EXERCISE INSTRUCTIONS »
Below are records to be repeated exactly. Leave their pictures behind.

*** DATA TO USE ***

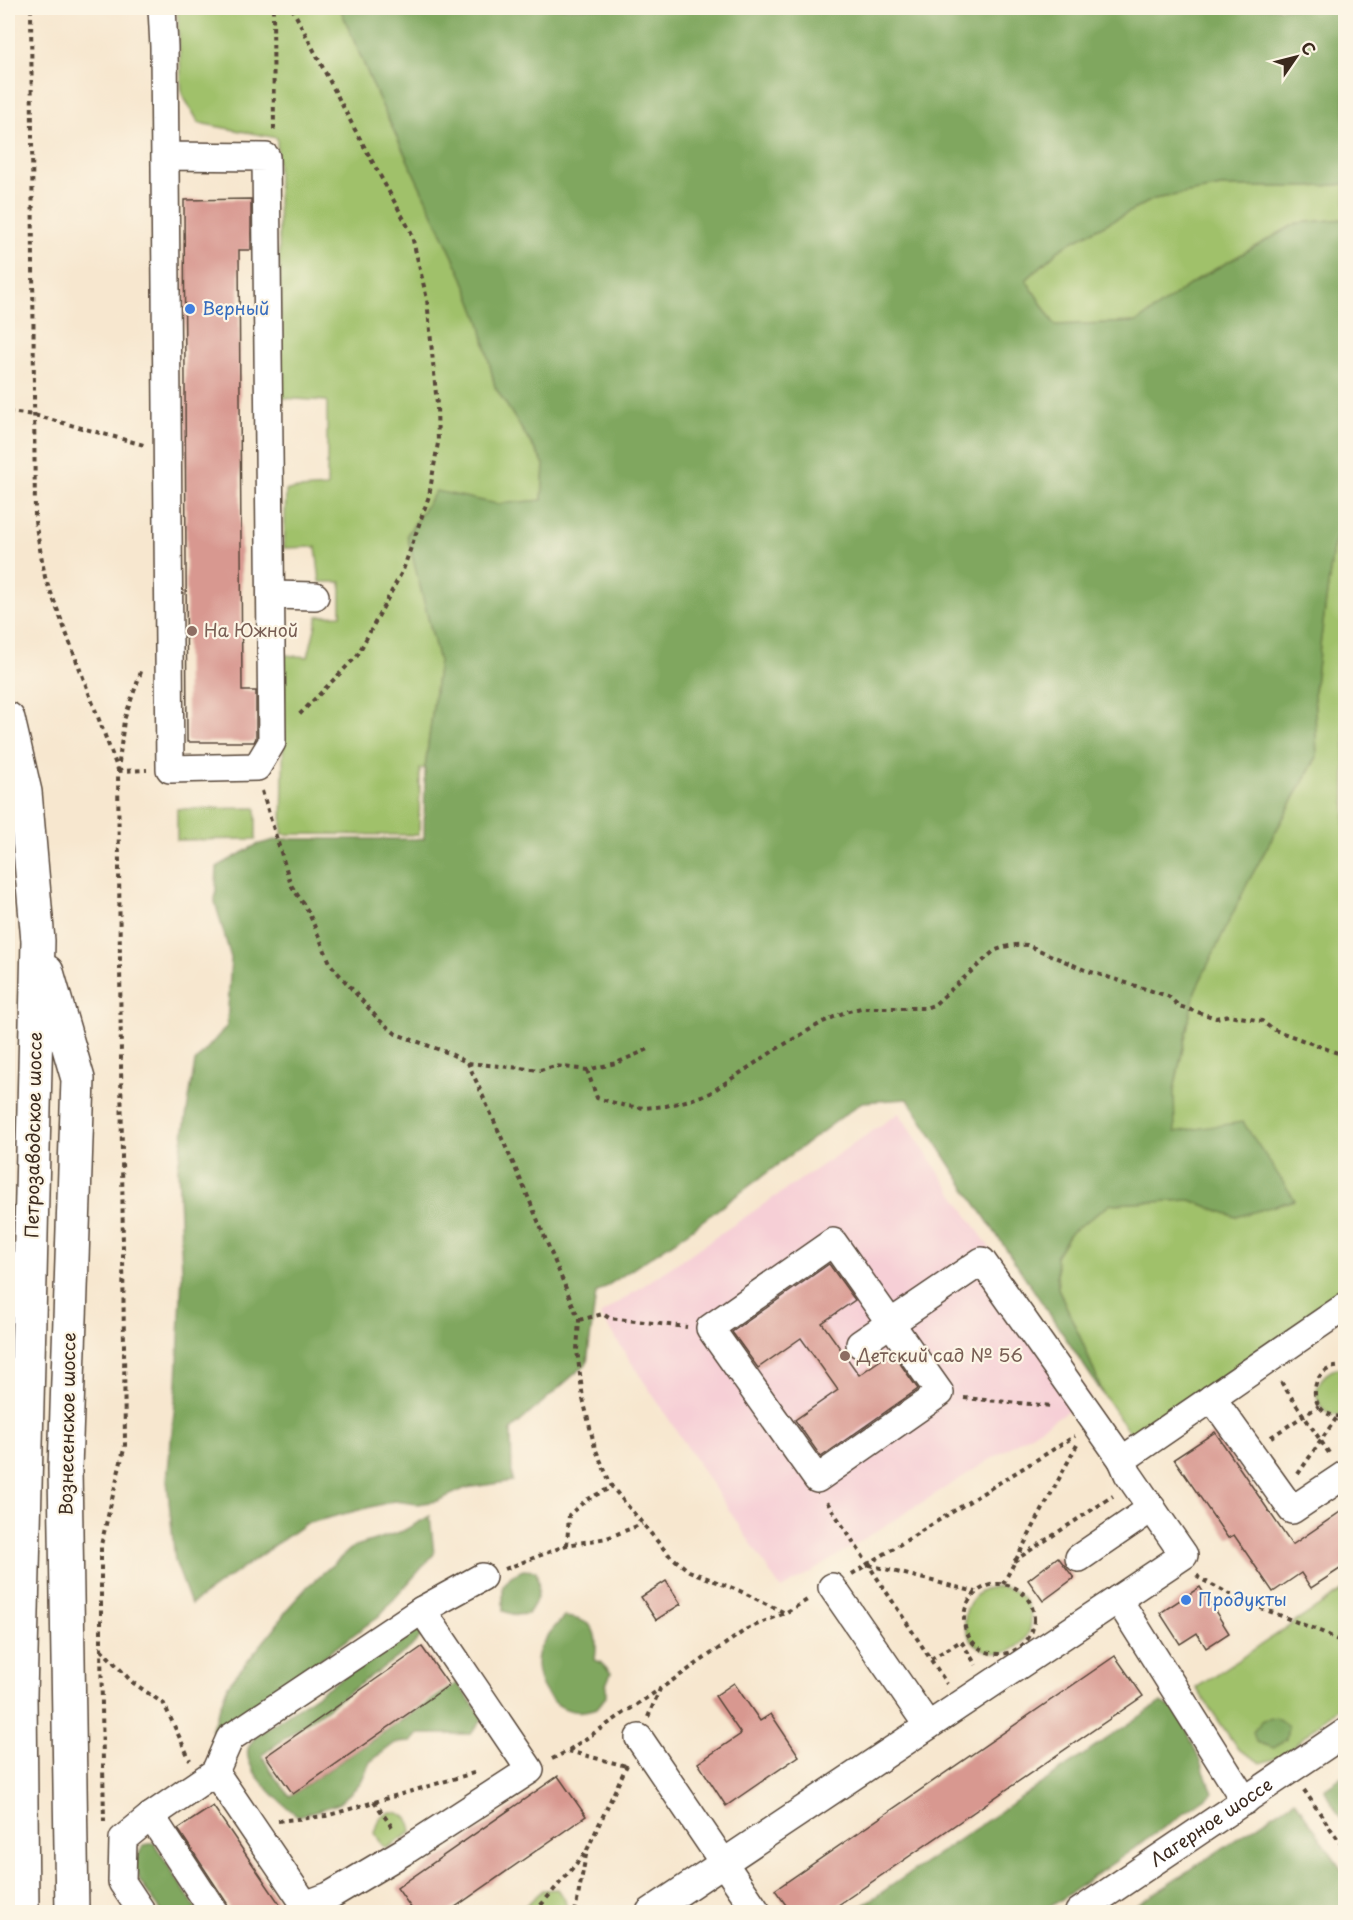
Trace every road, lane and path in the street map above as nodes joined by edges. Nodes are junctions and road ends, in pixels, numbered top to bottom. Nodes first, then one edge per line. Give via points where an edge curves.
1 (31, 8) edge
2 (162, 8) edge
3 (273, 8) edge
4 (292, 8) edge
5 (165, 156) junction
6 (266, 158) junction
7 (8, 412) edge
8 (34, 415) junction
9 (167, 451) junction
10 (271, 595) junction
11 (315, 596) dead end
12 (146, 658) dead end
13 (8, 719) edge
14 (272, 742) junction
15 (257, 767) junction
16 (118, 771) junction
17 (8, 830) edge
18 (32, 877) junction
19 (38, 941) junction
20 (649, 1049) dead end
21 (1346, 1056) edge
22 (468, 1063) junction
23 (587, 1070) junction
24 (1346, 1306) edge
25 (579, 1320) junction
26 (890, 1323) junction
27 (710, 1328) junction
28 (860, 1344) dead end
29 (1346, 1367) edge
30 (1281, 1382) dead end
31 (940, 1393) junction
32 (1212, 1398) junction
33 (1081, 1400) junction
34 (1319, 1406) junction
35 (1304, 1415) junction
36 (1346, 1416) edge
37 (1336, 1417) junction
38 (1091, 1426) junction
39 (1320, 1441) junction
40 (1251, 1450) junction
41 (1128, 1471) junction
42 (1345, 1475) edge
43 (817, 1479) junction
44 (612, 1487) junction
45 (1283, 1496) junction
46 (1152, 1508) junction
47 (642, 1524) junction
48 (567, 1545) junction
49 (1184, 1554) junction
50 (1079, 1558) dead end
51 (1014, 1561) junction
52 (868, 1565) junction
53 (482, 1577) joint
54 (1003, 1584) junction
55 (832, 1587) junction
56 (976, 1592) junction
57 (1118, 1599) junction
58 (422, 1610) junction
59 (785, 1613) junction
60 (967, 1634) junction
61 (961, 1641) junction
62 (1346, 1644) edge
63 (100, 1648) junction
64 (931, 1659) junction
65 (989, 1685) junction
66 (660, 1689) junction
67 (961, 1704) junction
68 (928, 1726) junction
69 (1346, 1732) edge
70 (639, 1738) junction
71 (568, 1751) junction
72 (627, 1766) junction
73 (484, 1770) dead end
74 (530, 1770) junction
75 (1290, 1770) junction
76 (208, 1777) junction
77 (374, 1801) junction
78 (1245, 1801) junction
79 (151, 1816) junction
80 (250, 1824) junction
81 (104, 1832) dead end
82 (408, 1849) junction
83 (587, 1850) junction
84 (1346, 1851) edge
85 (724, 1863) junction
86 (307, 1909) edge
87 (22, 1912) edge
88 (72, 1912) edge
89 (142, 1912) edge
90 (214, 1912) edge
91 (535, 1912) edge
92 (575, 1912) edge
93 (650, 1912) edge
94 (757, 1912) edge
95 (1079, 1912) edge

1 - 8 path
2 - 5 street
3 - 6 path via 274,132
4 - 14 path via 411,232 427,299 438,443 429,496 402,570 357,656
5 - 6 street
5 - 9 street
6 - 10 street
7 - 8 path
8 - 9 path
8 - 16 path via 35,521 45,577
9 - 15 street via 170,769
10 - 11 street
10 - 14 street
12 - 16 path via 124,720
13 - 18 main road, Петрозаводское шоссе via 25,792
14 - 15 street
15 - 22 path via 291,885 308,911 331,965 396,1034
16 - 63 path via 125,1445 101,1545
17 - 18 main road via 20,844
18 - 19 main road, Петрозаводское шоссе
19 - 87 main road, Петрозаводское шоссе via 20,1696
19 - 88 main road, Вознесенское шоссе via 78,1079 65,1469
20 - 23 path
21 - 23 path via 1272,1029 1262,1021 1229,1015 1216,1018 1179,1006 1168,996 1017,944 994,951 934,1005 845,1012 805,1032 710,1093 690,1100 644,1108 597,1098
22 - 23 path
22 - 25 path
24 - 32 street
25 - 27 path via 603,1314 609,1318
25 - 44 path via 583,1399 595,1448
26 - 27 street via 833,1242
26 - 28 street
26 - 31 street
26 - 33 street via 982,1261
27 - 43 street
29 - 34 path via 1329,1369 1318,1378 1314,1389
30 - 35 path
31 - 33 path via 1069,1407
31 - 43 street
32 - 40 street
32 - 41 street
33 - 38 street
34 - 35 path
34 - 37 path
35 - 39 path
35 - 40 path
36 - 37 path
37 - 39 path
38 - 41 street
38 - 51 path
38 - 52 path
39 - 42 path
39 - 45 path
40 - 45 street
41 - 46 street
41 - 51 path
42 - 45 street via 1292,1510
43 - 52 path via 820,1491
44 - 47 path
44 - 48 path via 586,1500 569,1515
46 - 49 street
46 - 50 street
47 - 48 path via 607,1538
47 - 59 path via 689,1571
48 - 53 path
49 - 57 street
49 - 62 path via 1199,1578
51 - 54 path
52 - 55 path
52 - 56 path
52 - 64 path
53 - 58 street
54 - 56 path
54 - 60 path via 1018,1590 1034,1615 1026,1642 1001,1654 975,1645
55 - 59 path
55 - 68 street
56 - 60 path via 967,1604
57 - 65 street
57 - 78 street
58 - 74 street
58 - 76 street via 230,1738
59 - 66 path via 747,1629
60 - 61 path
61 - 64 path
61 - 65 path
63 - 76 path via 132,1682 164,1704
63 - 81 path
64 - 67 path
65 - 67 street
66 - 70 path
66 - 71 path
67 - 68 street
68 - 85 street
69 - 75 street, Лагерное шоссе
70 - 72 path
70 - 85 street
71 - 72 path
71 - 74 path
72 - 83 path
73 - 77 path
74 - 82 street
75 - 78 street, Лагерное шоссе
75 - 84 path
76 - 79 street
76 - 80 street
77 - 80 path via 326,1816
77 - 82 path
78 - 95 street, Лагерное шоссе
79 - 89 street via 123,1839 122,1882
79 - 90 street
80 - 86 street
82 - 86 street
83 - 91 path
83 - 92 path
85 - 93 street
85 - 94 street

***

RESULT OF THIS EXERCISE »
Trace every road, lane and path in the street map above as nodes joined by edges. Nodes are junctions and road ends, in pixels, numbered top to bottom. Nodes first, then one edge per line. Give via points where an edge curves.
1 (31, 8) edge
2 (162, 8) edge
3 (273, 8) edge
4 (292, 8) edge
5 (165, 156) junction
6 (266, 158) junction
7 (8, 412) edge
8 (34, 415) junction
9 (167, 451) junction
10 (271, 595) junction
11 (315, 596) dead end
12 (146, 658) dead end
13 (8, 719) edge
14 (272, 742) junction
15 (257, 767) junction
16 (118, 771) junction
17 (8, 830) edge
18 (32, 877) junction
19 (38, 941) junction
20 (649, 1049) dead end
21 (1346, 1056) edge
22 (468, 1063) junction
23 (587, 1070) junction
24 (1346, 1306) edge
25 (579, 1320) junction
26 (890, 1323) junction
27 (710, 1328) junction
28 (860, 1344) dead end
29 (1346, 1367) edge
30 (1281, 1382) dead end
31 (940, 1393) junction
32 (1212, 1398) junction
33 (1081, 1400) junction
34 (1319, 1406) junction
35 (1304, 1415) junction
36 (1346, 1416) edge
37 (1336, 1417) junction
38 (1091, 1426) junction
39 (1320, 1441) junction
40 (1251, 1450) junction
41 (1128, 1471) junction
42 (1345, 1475) edge
43 (817, 1479) junction
44 (612, 1487) junction
45 (1283, 1496) junction
46 (1152, 1508) junction
47 (642, 1524) junction
48 (567, 1545) junction
49 (1184, 1554) junction
50 (1079, 1558) dead end
51 (1014, 1561) junction
52 (868, 1565) junction
53 (482, 1577) joint
54 (1003, 1584) junction
55 (832, 1587) junction
56 (976, 1592) junction
57 (1118, 1599) junction
58 (422, 1610) junction
59 (785, 1613) junction
60 (967, 1634) junction
61 (961, 1641) junction
62 (1346, 1644) edge
63 (100, 1648) junction
64 (931, 1659) junction
65 (989, 1685) junction
66 (660, 1689) junction
67 (961, 1704) junction
68 (928, 1726) junction
69 (1346, 1732) edge
70 (639, 1738) junction
71 (568, 1751) junction
72 (627, 1766) junction
73 (484, 1770) dead end
74 (530, 1770) junction
75 (1290, 1770) junction
76 (208, 1777) junction
77 (374, 1801) junction
78 (1245, 1801) junction
79 (151, 1816) junction
80 (250, 1824) junction
81 (104, 1832) dead end
82 (408, 1849) junction
83 (587, 1850) junction
84 (1346, 1851) edge
85 (724, 1863) junction
86 (307, 1909) edge
87 (22, 1912) edge
88 (72, 1912) edge
89 (142, 1912) edge
90 (214, 1912) edge
91 (535, 1912) edge
92 (575, 1912) edge
93 (650, 1912) edge
94 (757, 1912) edge
95 (1079, 1912) edge

1 - 8 path
2 - 5 street
3 - 6 path via 274,132
4 - 14 path via 411,232 427,299 438,443 429,496 402,570 357,656
5 - 6 street
5 - 9 street
6 - 10 street
7 - 8 path
8 - 9 path
8 - 16 path via 35,521 45,577
9 - 15 street via 170,769
10 - 11 street
10 - 14 street
12 - 16 path via 124,720
13 - 18 main road, Петрозаводское шоссе via 25,792
14 - 15 street
15 - 22 path via 291,885 308,911 331,965 396,1034
16 - 63 path via 125,1445 101,1545
17 - 18 main road via 20,844
18 - 19 main road, Петрозаводское шоссе
19 - 87 main road, Петрозаводское шоссе via 20,1696
19 - 88 main road, Вознесенское шоссе via 78,1079 65,1469
20 - 23 path
21 - 23 path via 1272,1029 1262,1021 1229,1015 1216,1018 1179,1006 1168,996 1017,944 994,951 934,1005 845,1012 805,1032 710,1093 690,1100 644,1108 597,1098
22 - 23 path
22 - 25 path
24 - 32 street
25 - 27 path via 603,1314 609,1318
25 - 44 path via 583,1399 595,1448
26 - 27 street via 833,1242
26 - 28 street
26 - 31 street
26 - 33 street via 982,1261
27 - 43 street
29 - 34 path via 1329,1369 1318,1378 1314,1389
30 - 35 path
31 - 33 path via 1069,1407
31 - 43 street
32 - 40 street
32 - 41 street
33 - 38 street
34 - 35 path
34 - 37 path
35 - 39 path
35 - 40 path
36 - 37 path
37 - 39 path
38 - 41 street
38 - 51 path
38 - 52 path
39 - 42 path
39 - 45 path
40 - 45 street
41 - 46 street
41 - 51 path
42 - 45 street via 1292,1510
43 - 52 path via 820,1491
44 - 47 path
44 - 48 path via 586,1500 569,1515
46 - 49 street
46 - 50 street
47 - 48 path via 607,1538
47 - 59 path via 689,1571
48 - 53 path
49 - 57 street
49 - 62 path via 1199,1578
51 - 54 path
52 - 55 path
52 - 56 path
52 - 64 path
53 - 58 street
54 - 56 path
54 - 60 path via 1018,1590 1034,1615 1026,1642 1001,1654 975,1645
55 - 59 path
55 - 68 street
56 - 60 path via 967,1604
57 - 65 street
57 - 78 street
58 - 74 street
58 - 76 street via 230,1738
59 - 66 path via 747,1629
60 - 61 path
61 - 64 path
61 - 65 path
63 - 76 path via 132,1682 164,1704
63 - 81 path
64 - 67 path
65 - 67 street
66 - 70 path
66 - 71 path
67 - 68 street
68 - 85 street
69 - 75 street, Лагерное шоссе
70 - 72 path
70 - 85 street
71 - 72 path
71 - 74 path
72 - 83 path
73 - 77 path
74 - 82 street
75 - 78 street, Лагерное шоссе
75 - 84 path
76 - 79 street
76 - 80 street
77 - 80 path via 326,1816
77 - 82 path
78 - 95 street, Лагерное шоссе
79 - 89 street via 123,1839 122,1882
79 - 90 street
80 - 86 street
82 - 86 street
83 - 91 path
83 - 92 path
85 - 93 street
85 - 94 street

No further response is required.